Die Hexen brachen in Jubel aus, wirbelten zum letzten Mal im Kreis über unseren Köpfen und flogen jauchzend zum Gipfel hinauf, während sich die beiden Kuttenträger in Bewegung setzten. Ich hielt den Atem an. Meine Tarntechnik funktionierte. Aber leider nur bei dem Grauhaarigen. Als die beiden mit mir auf einer Höhe waren, schielte der betrügerisch wirkende Mann verdächtig in meine Richtung. Unsere Blicke trafen sich. Er konnte mich sehen! Er musterte mich mit seinem Blick, während sie vorbeischritten, und drehte sich noch einmal um, nachdem sie sich bereits ein Stück entfernt hatten, als suchte er noch irgendeine Bestätigung für seine Annahme. Sein Blick wirkte unheimlich.
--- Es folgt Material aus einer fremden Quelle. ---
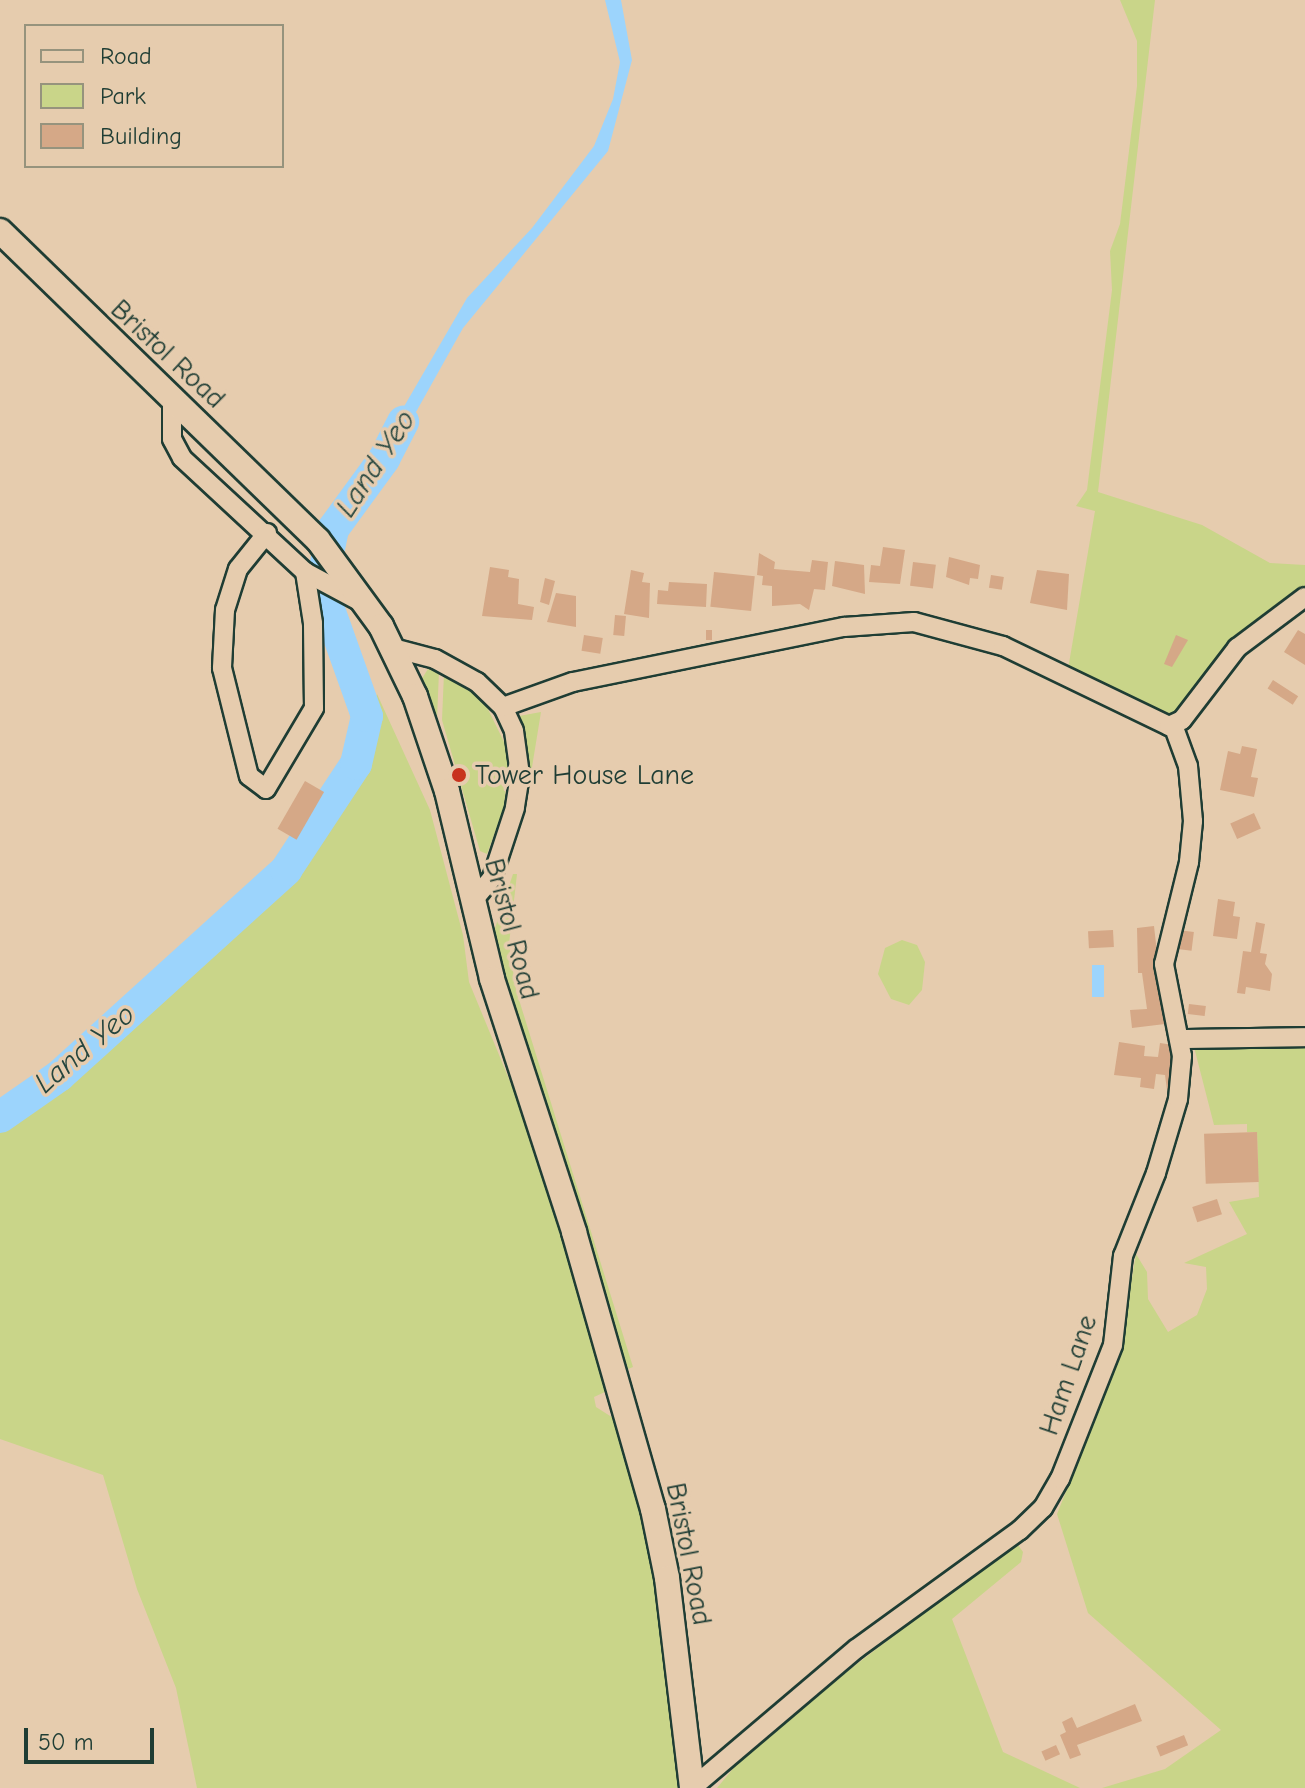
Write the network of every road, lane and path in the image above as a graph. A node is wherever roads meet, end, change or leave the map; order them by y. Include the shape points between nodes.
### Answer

Der Schein der Laterne entfernte sich immer weiter und die Stimmen wurden immer leiser. Das Letzte, was ich noch vernahm, ehe sie ganz verstummten, waren die Worte des jüngeren Mannes, der den Pokal mit dem Zaubertrank nach wie vor in seiner Hand trug und hin und wieder genüsslich daran nippte:

 

»Mein edler Freund, so lass uns prosten!

Glaub mir, du kommst auf deine Kosten.

Dort brennt ein Lagerfeuer hell,

Mach dich gefasst …«

 

Ich stand wieder allein auf dem Pfad in der Dunkelheit. Ich war wie gelähmt und fürchtete mich davor, mir selbst zu gestehen, dass mir die Szene, die ich gerade erlebt hatte, sehr wohl bekannt war. Etwas in meinem Inneren weigerte sich beständig, die Erkenntnis zu akzeptieren, dass ich vor fünf Minuten Zeuge der Ereignisse der Walpurgisnacht auf dem Brocken geworden war, mit Doktor Faust und Mephistopheles als Hauptakteure. Und allem Anschein nach waren sie nicht von Schauspielern verkörpert worden. Sie waren mehr oder weniger real gewesen, zumindest hatte ich sie so empfunden. Merkwürdig erschien gleichwohl der Umstand, dass ich Goethes Figuren an dieser Stelle des Berges begegnet war, denn in seinem Stück bestiegen die beiden den Blocksberg irgendwo von Schierke aus. Das lag auf der anderen Seite des Brockens und soweit ich mich noch an die Wanderkarte erinnern konnte, führte kein Weg um den Berg herum, um sie zur Hermannsklippe zu bringen, wo sie anscheinend den Hirtenstieg beschritten hatten wie wir mit Geli zuvor. Darüber hinaus gab es aber noch eine Ungereimtheit, die mich an der Echtheit der gesehenen Erscheinung zweifeln ließ: Mir lagen keine Informationen vor, die Goethes Version der Geschichte infrage stellten, dass Faustus seinem teuflischen Kumpan in der Nacht vom dreißigsten April auf den ersten Mai zum Hexensabbat folgte – in der Walpurgisnacht. Wir hatten aber schon Anfang Juli! Wie verhielt sich das miteinander? Oder kam sogar der Teufel manchmal durcheinander mit seinem Terminkalender aufgrund hoher Besucherzahlen auf dem Berg, ähnlich wie seine Hexenclique. Das schien mir alles nicht zueinanderzupassen. Aber was wusste ich schon von der ganzen Hexenküche hier oben? Der Teufel war hier zu Hause.

(?)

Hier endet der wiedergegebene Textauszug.